Feast traditions are quite common among the Turks, and eating together on special occasions such as ceremonies or celebrations are common in Turkish history. There was a feast tradition in the religious ceremonies of ancient Anatolia. Feasts were prepared for weddings, when going to war, after successful work, burial ceremonies and in religious organizations. Extensions of this tradition in modern Anatolia include weddings in particular, but also holidays such as Ramadan and Hıdırellez and occasions such as prayers for rain, migrations, mevlit ceremonies, long journeys, the arrival of guests, holidays, circumcisions, births, and other feasts. On these occasions the best and most loved foods are prepared and eaten in a celebratory atmosphere. Examples of such foods are meat dishes, pilav with meat,baklava, börek and various sweets (Yasa 1969, Güçbilmez 1972). Naturally the traditions vary according to region.

Meal Times

Meals are eaten three times a day. The largest is generally the evening meal, but lunch is also a major meal, whether of villagers working in the fields or an urbanite in his apartment. The five o’clock tea tradition is a western tradition which has been adopted only in the cities. Tea is also drunk at dusk. The evening meal is eaten together by the entire family.

Order in the Kitchen

One can speak of a standard kitchen setup in rural areas. There are five to six shelves in the kitchen. On the lowest are jugs, water pitchers and tubs. On the next are pots, followed by saucepans, frying pans. Next come small bowls and soup bowls, and on the highest shelf are trays and porcelain plates (Koşay 1961). Turks have quite a rich array of kitchen utensils. The main kitchenware consists of pots, large pans, serving and other trays, shallow copper cooking pans, frying pans, kettles, earthenware pots, buckets, ladles, stackable serving bowls for transporting food and bowls. The variety in these wares is an indication of the richness of our cuisine. Formerly the kitchen was considered very important; when matchmakers came to a home to check on a prospective bride, they first wanted to see the kitchen.

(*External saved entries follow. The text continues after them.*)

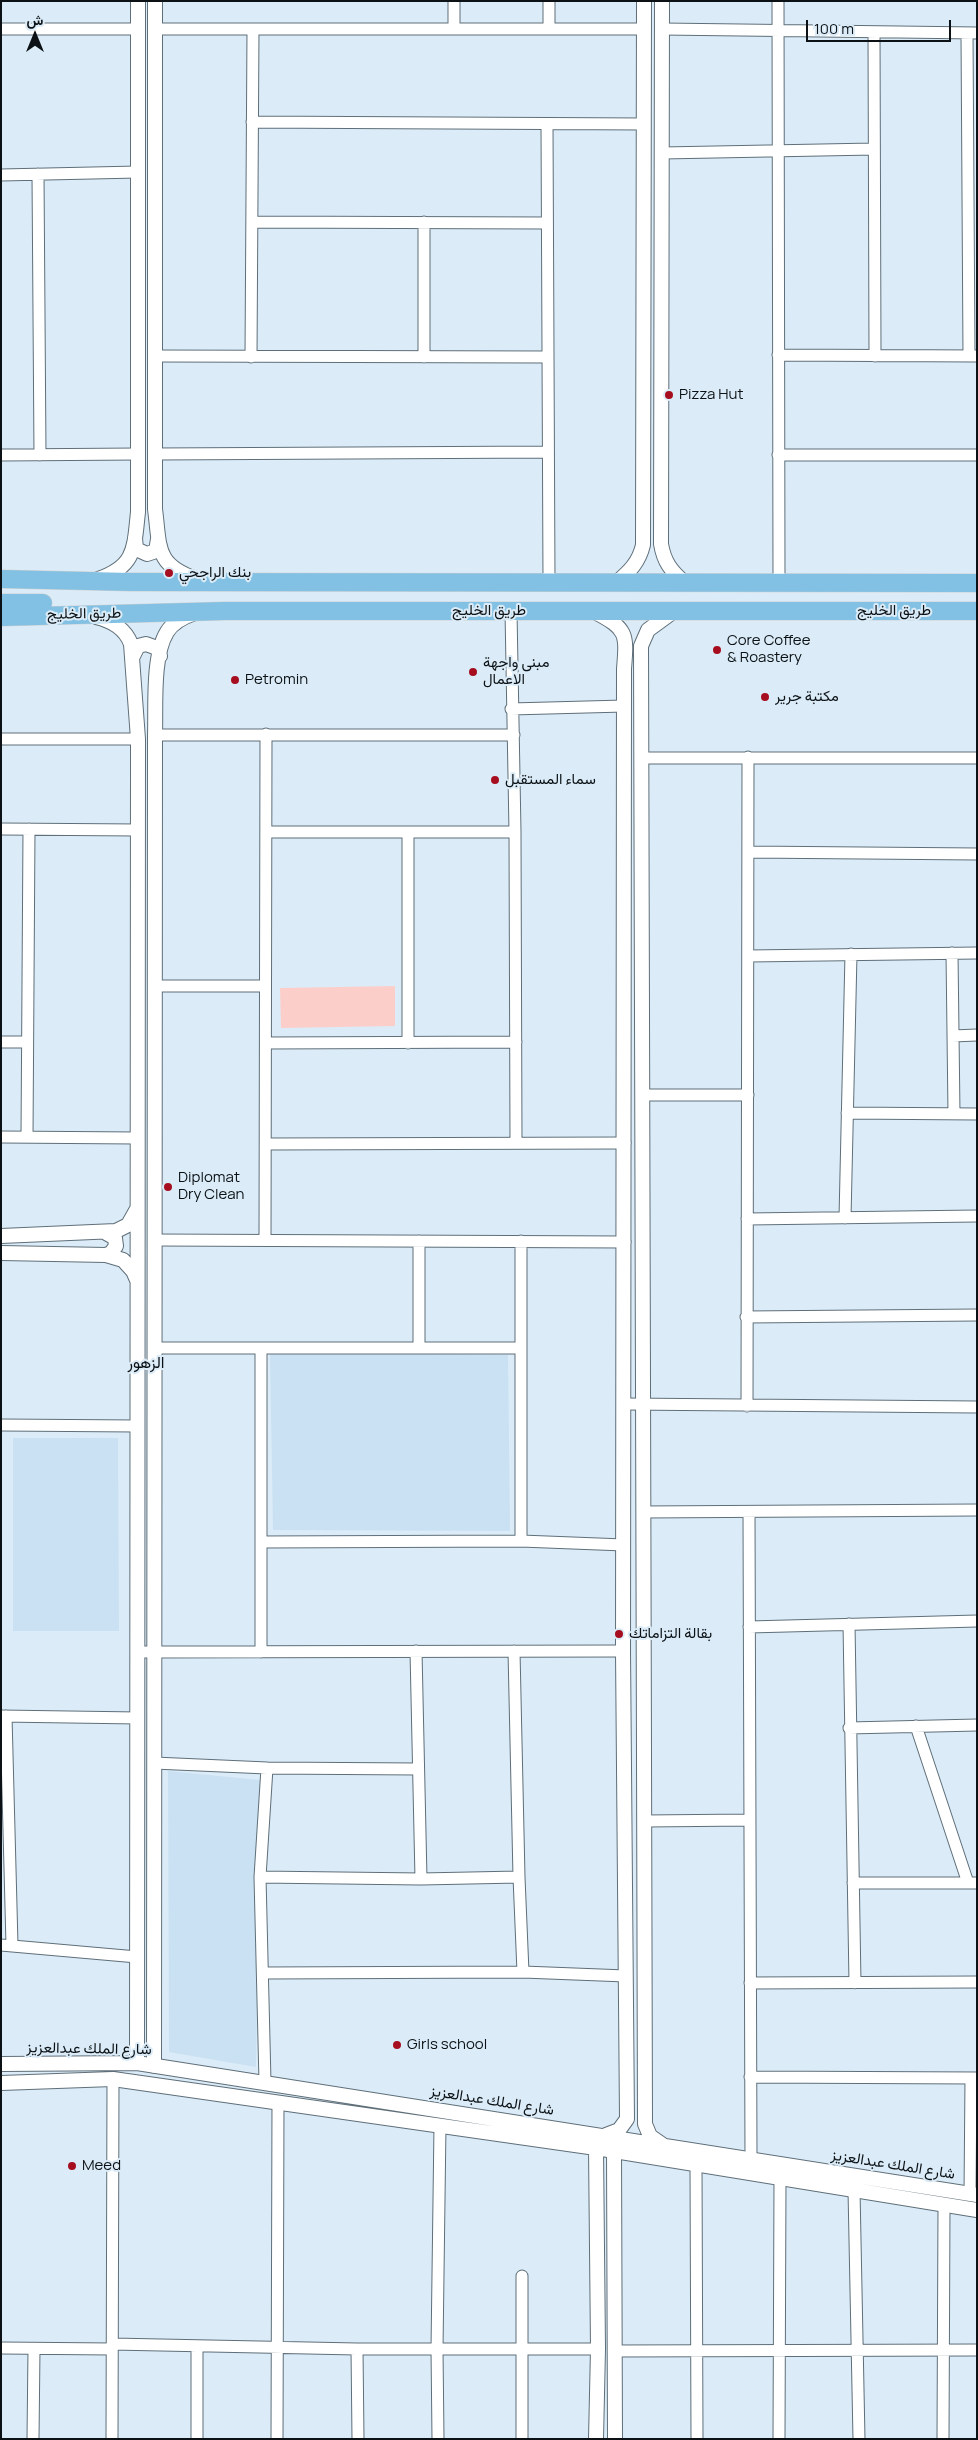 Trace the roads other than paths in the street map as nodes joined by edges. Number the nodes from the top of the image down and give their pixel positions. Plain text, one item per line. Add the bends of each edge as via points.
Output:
1 (138, 1) edge
2 (147, 1) edge
3 (156, 1) edge
4 (454, 1) edge
5 (549, 1) edge
6 (644, 1) edge
7 (662, 1) edge
8 (778, 1) edge
9 (1, 29) edge
10 (138, 29) junction
11 (156, 29) junction
12 (253, 29) junction
13 (454, 29) junction
14 (549, 29) junction
15 (644, 29) junction
16 (662, 29) junction
17 (778, 30) junction
18 (874, 32) junction
19 (972, 33) edge
20 (252, 122) junction
21 (547, 124) junction
22 (644, 124) junction
23 (972, 132) edge
24 (874, 149) junction
25 (777, 150) junction
26 (662, 152) junction
27 (138, 172) junction
28 (38, 174) junction
29 (1, 175) edge
30 (972, 220) edge
31 (252, 222) junction
32 (424, 222) junction
33 (548, 223) junction
34 (778, 355) junction
35 (156, 356) junction
36 (875, 356) junction
37 (973, 356) edge
38 (251, 357) junction
39 (424, 357) junction
40 (548, 357) junction
41 (548, 452) junction
42 (138, 454) junction
43 (156, 454) junction
44 (1, 455) edge
45 (40, 455) junction
46 (778, 455) junction
47 (977, 456) edge
48 (135, 535) junction
49 (158, 535) junction
50 (1, 579) edge
51 (89, 582) junction
52 (131, 582) junction
53 (206, 582) junction
54 (549, 582) junction
55 (617, 582) junction
56 (685, 583) junction
57 (977, 583) edge
58 (779, 584) junction
59 (1, 591) edge
60 (1, 603) edge
61 (200, 611) junction
62 (594, 611) junction
63 (977, 611) edge
64 (167, 612) junction
65 (510, 612) junction
66 (674, 612) junction
67 (85, 614) junction
68 (1, 617) edge
69 (133, 656) junction
70 (160, 656) junction
71 (624, 684) junction
72 (642, 694) junction
73 (624, 706) junction
74 (511, 709) junction
75 (266, 734) junction
76 (155, 735) junction
77 (514, 735) junction
78 (1, 739) edge
79 (138, 739) junction
80 (748, 757) junction
81 (641, 758) junction
82 (977, 758) edge
83 (1, 829) edge
84 (29, 829) junction
85 (138, 830) junction
86 (266, 832) junction
87 (408, 832) junction
88 (515, 832) junction
89 (749, 852) junction
90 (977, 854) edge
91 (952, 953) junction
92 (977, 953) edge
93 (851, 954) junction
94 (748, 956) junction
95 (155, 986) junction
96 (265, 986) junction
97 (977, 1035) edge
98 (953, 1036) junction
99 (1, 1042) edge
100 (27, 1042) junction
101 (516, 1042) junction
102 (266, 1043) junction
103 (408, 1043) junction
104 (642, 1095) junction
105 (748, 1095) junction
106 (848, 1113) junction
107 (954, 1114) junction
108 (977, 1114) edge
109 (1, 1137) edge
110 (27, 1137) junction
111 (138, 1138) junction
112 (625, 1143) junction
113 (266, 1144) junction
114 (516, 1144) junction
115 (155, 1206) junction
116 (138, 1208) junction
117 (977, 1216) edge
118 (845, 1218) junction
119 (747, 1220) junction
120 (106, 1233) junction
121 (1, 1236) edge
122 (155, 1240) junction
123 (265, 1240) junction
124 (418, 1241) junction
125 (521, 1241) junction
126 (624, 1242) junction
127 (1, 1253) edge
128 (106, 1255) junction
129 (138, 1281) junction
130 (977, 1315) edge
131 (746, 1317) junction
132 (155, 1348) junction
133 (261, 1348) junction
134 (419, 1348) junction
135 (520, 1348) junction
136 (625, 1404) junction
137 (643, 1405) junction
138 (747, 1406) junction
139 (977, 1407) edge
140 (1, 1425) edge
141 (137, 1426) junction
142 (977, 1510) edge
143 (643, 1512) junction
144 (749, 1512) junction
145 (520, 1541) junction
146 (261, 1542) junction
147 (624, 1545) junction
148 (977, 1621) edge
149 (849, 1624) junction
150 (749, 1627) junction
151 (514, 1651) junction
152 (623, 1651) junction
153 (138, 1652) junction
154 (155, 1652) junction
155 (261, 1652) junction
156 (416, 1652) junction
157 (4, 1716) edge
158 (138, 1718) junction
159 (977, 1725) edge
160 (916, 1726) junction
161 (849, 1728) junction
162 (154, 1763) junction
163 (267, 1768) junction
164 (418, 1769) junction
165 (749, 1820) junction
166 (645, 1821) junction
167 (260, 1876) junction
168 (519, 1876) junction
169 (420, 1879) junction
170 (853, 1883) junction
171 (973, 1883) edge
172 (7, 1945) edge
173 (137, 1957) junction
174 (523, 1972) junction
175 (263, 1973) junction
176 (626, 1976) junction
177 (977, 1982) edge
178 (750, 1983) junction
179 (855, 1983) junction
180 (137, 2063) junction
181 (1, 2064) edge
182 (154, 2066) junction
183 (750, 2077) junction
184 (974, 2078) edge
185 (113, 2079) junction
186 (265, 2082) junction
187 (1, 2083) edge
188 (278, 2102) junction
189 (440, 2126) junction
190 (606, 2135) junction
191 (663, 2145) junction
192 (596, 2148) junction
193 (614, 2150) junction
194 (751, 2158) junction
195 (696, 2165) junction
196 (780, 2180) junction
197 (854, 2190) junction
198 (973, 2194) edge
199 (944, 2205) junction
200 (977, 2210) edge
201 (522, 2276) dead end
202 (112, 2347) junction
203 (197, 2347) junction
204 (1, 2348) edge
205 (277, 2348) junction
206 (34, 2349) junction
207 (357, 2349) junction
208 (436, 2349) junction
209 (522, 2349) junction
210 (598, 2349) junction
211 (779, 2349) junction
212 (697, 2350) junction
213 (859, 2350) junction
214 (977, 2350) edge
215 (614, 2351) junction
216 (943, 2351) junction
217 (33, 2439) edge
218 (112, 2439) edge
219 (196, 2439) edge
220 (277, 2439) edge
221 (358, 2439) edge
222 (438, 2439) edge
223 (522, 2439) edge
224 (596, 2439) edge
225 (615, 2439) edge
226 (697, 2439) edge
227 (779, 2439) edge
228 (859, 2439) edge
229 (943, 2439) edge

1 - 10 street
2 - 11 street
3 - 11 street
4 - 13 street
5 - 14 street
6 - 15 street
7 - 16 street
8 - 17 street
9 - 10 street
10 - 27 street
11 - 12 street
11 - 35 street
12 - 13 street
12 - 20 street
13 - 14 street
14 - 15 street
15 - 22 street
15 - 26 street
16 - 17 street
16 - 26 street
17 - 18 street
17 - 25 street
18 - 19 street
18 - 24 street
19 - 23 street
20 - 21 street
20 - 31 street
21 - 22 street
21 - 33 street
22 - 55 street via 643,545 640,558
23 - 30 street
24 - 25 street
24 - 36 street
25 - 26 street
25 - 34 street
26 - 56 street via 661,544 663,557 671,570
27 - 28 street
27 - 42 street
28 - 29 street
28 - 45 street
30 - 37 street
31 - 32 street
31 - 38 street
32 - 33 street
32 - 39 street
33 - 40 street
34 - 36 street
34 - 46 street
35 - 38 street
35 - 43 street
36 - 37 street
38 - 39 street
39 - 40 street
40 - 41 street
41 - 43 street
41 - 54 street
42 - 45 street
42 - 48 street
43 - 49 street
44 - 45 street
46 - 47 street
46 - 58 street
48 - 49 street via 136,549 146,554 158,548
48 - 51 street via 124,567
49 - 53 street via 163,556 172,569
50 - 51 main road, طريق الخليج
51 - 52 main road, طريق الخليج
52 - 53 main road, طريق الخليج
52 - 59 main road via 68,591
53 - 54 main road, طريق الخليج
54 - 55 main road, طريق الخليج
55 - 56 main road, طريق الخليج
56 - 58 main road, طريق الخليج
57 - 58 main road, طريق الخليج
60 - 64 main road via 112,604
61 - 64 main road, طريق الخليج
61 - 65 main road, طريق الخليج
61 - 70 street via 171,627 164,638
62 - 65 main road, طريق الخليج
62 - 66 main road, طريق الخليج
62 - 71 street via 622,630 626,648
63 - 66 main road, طريق الخليج
64 - 67 main road, طريق الخليج
65 - 74 street
66 - 72 street via 654,624 644,637 641,646
67 - 68 main road, طريق الخليج
67 - 69 street via 112,622 124,632
69 - 70 street via 138,646 146,644 157,648
69 - 79 street
70 - 76 street
71 - 72 street via 635,686
71 - 73 street
72 - 81 street
73 - 74 street
73 - 112 street
74 - 77 street
75 - 76 street
75 - 77 street
75 - 86 street
76 - 95 street
77 - 88 street
78 - 79 street
79 - 85 street
80 - 81 street
80 - 82 street
80 - 89 street
81 - 104 street
83 - 84 street
84 - 85 street
84 - 100 street
85 - 111 street
86 - 87 street
86 - 96 street
87 - 88 street
87 - 103 street
88 - 101 street
89 - 90 street
89 - 94 street
91 - 92 street
91 - 93 street
91 - 98 street
93 - 94 street
93 - 106 street
94 - 105 street
95 - 96 street
95 - 115 street
96 - 102 street
97 - 98 street
98 - 107 street
99 - 100 street
100 - 110 street
101 - 103 street
101 - 114 street
102 - 103 street
102 - 113 street
104 - 105 street
104 - 137 street
105 - 119 street
106 - 107 street
106 - 118 street
107 - 108 street
109 - 110 street
110 - 111 street
111 - 115 street via 147,1143 147,1176
111 - 116 street
112 - 114 street
112 - 126 street
113 - 114 street
113 - 123 street
115 - 122 street
116 - 120 street via 128,1225
116 - 129 street
117 - 118 street
118 - 119 street
119 - 131 street
120 - 121 street
120 - 128 street via 115,1238 116,1246 111,1254
122 - 123 street
122 - 132 street
123 - 124 street
124 - 125 street
124 - 134 street
125 - 126 street
125 - 135 street
126 - 136 street
127 - 128 street
128 - 129 street via 123,1260
129 - 141 street
130 - 131 street
131 - 138 street
132 - 133 street
132 - 154 street
133 - 134 street
133 - 146 street
134 - 135 street
135 - 145 street
136 - 137 street
136 - 147 street
137 - 138 street
137 - 143 street
138 - 139 street
140 - 141 street
141 - 153 street
142 - 144 street
143 - 144 street
143 - 166 street
144 - 150 street
145 - 146 street
145 - 147 street
146 - 155 street
147 - 152 street
148 - 149 street
149 - 150 street
149 - 161 street
150 - 165 street
151 - 152 street
151 - 156 street
151 - 168 street
152 - 176 street
153 - 154 street
153 - 158 street
154 - 155 street
154 - 162 street
155 - 156 street
156 - 164 street
157 - 158 street
157 - 172 street
158 - 173 street
159 - 160 street
160 - 161 street
160 - 171 street
161 - 170 street
162 - 163 street
162 - 182 street
163 - 164 street
163 - 167 street
164 - 169 street
165 - 166 street
165 - 178 street
166 - 191 street via 645,2124 650,2136
167 - 169 street
167 - 175 street
168 - 169 street
168 - 174 street
170 - 171 street
170 - 179 street
172 - 173 street
173 - 180 street
174 - 175 street
174 - 176 street
175 - 186 street
176 - 190 street via 627,2119 620,2130
177 - 179 street
178 - 179 street
178 - 183 street
180 - 181 street, شارع الملك عبدالعزيز
180 - 182 street, شارع الملك عبدالعزيز
182 - 186 street, شارع الملك عبدالعزيز
183 - 184 street
183 - 194 street
184 - 198 street
185 - 187 street, شارع الملك عبدالعزيز
185 - 188 street, شارع الملك عبدالعزيز
185 - 202 street
186 - 190 street, شارع الملك عبدالعزيز
188 - 189 street, شارع الملك عبدالعزيز
188 - 205 street
189 - 192 street, شارع الملك عبدالعزيز
189 - 208 street
190 - 191 street, شارع الملك عبدالعزيز
191 - 194 street, شارع الملك عبدالعزيز
192 - 193 street, شارع الملك عبدالعزيز
192 - 210 street
193 - 195 street, شارع الملك عبدالعزيز
193 - 215 street
194 - 198 street, شارع الملك عبدالعزيز
195 - 196 street, شارع الملك عبدالعزيز
195 - 212 street
196 - 197 street, شارع الملك عبدالعزيز
196 - 211 street
197 - 199 street, شارع الملك عبدالعزيز
197 - 213 street
199 - 200 street, شارع الملك عبدالعزيز
199 - 216 street
201 - 209 street
202 - 203 street
202 - 206 street
202 - 218 street
203 - 205 street
203 - 219 street
204 - 206 street
205 - 207 street
205 - 220 street
206 - 217 street
207 - 208 street
207 - 221 street
208 - 209 street
208 - 222 street
209 - 210 street
209 - 223 street
210 - 224 street
211 - 212 street
211 - 213 street
211 - 227 street
212 - 215 street
212 - 226 street
213 - 216 street
213 - 228 street
214 - 216 street
215 - 225 street
216 - 229 street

Changes in Our Culinary Traditions

Turkish cooking has undergone much change within our lifetimes, and these changes have increased in recent times especially. Rapid urbanization, industrialization and western culture are altering our cuisine (Toygar 1980). Other effects upon our cuisine are ready-made foods and fast food eaten on foot. Under the influence of the west, small shops selling sandwiches, pizza, hamburgers and grilled sandwiches are replacing sit-down restaurants, and beer halls are opening on practically every corner.

As women enter the workforce, they have no time left to make traditional foods. For this reason they are choosing to buy food already prepared from the market, or convenience foods. As a result, the canning and readymade food industries are developing rapidly.

More and more western food is being introduced in the press. The recipes in cookbooks, magazines and newspapers are more and more for western foods.

In our trade colleges for girls and hotelier schools, they mostly teach western dishes. In this way, and especially in the cities, our traditional cuisine is in danger of being forgotten.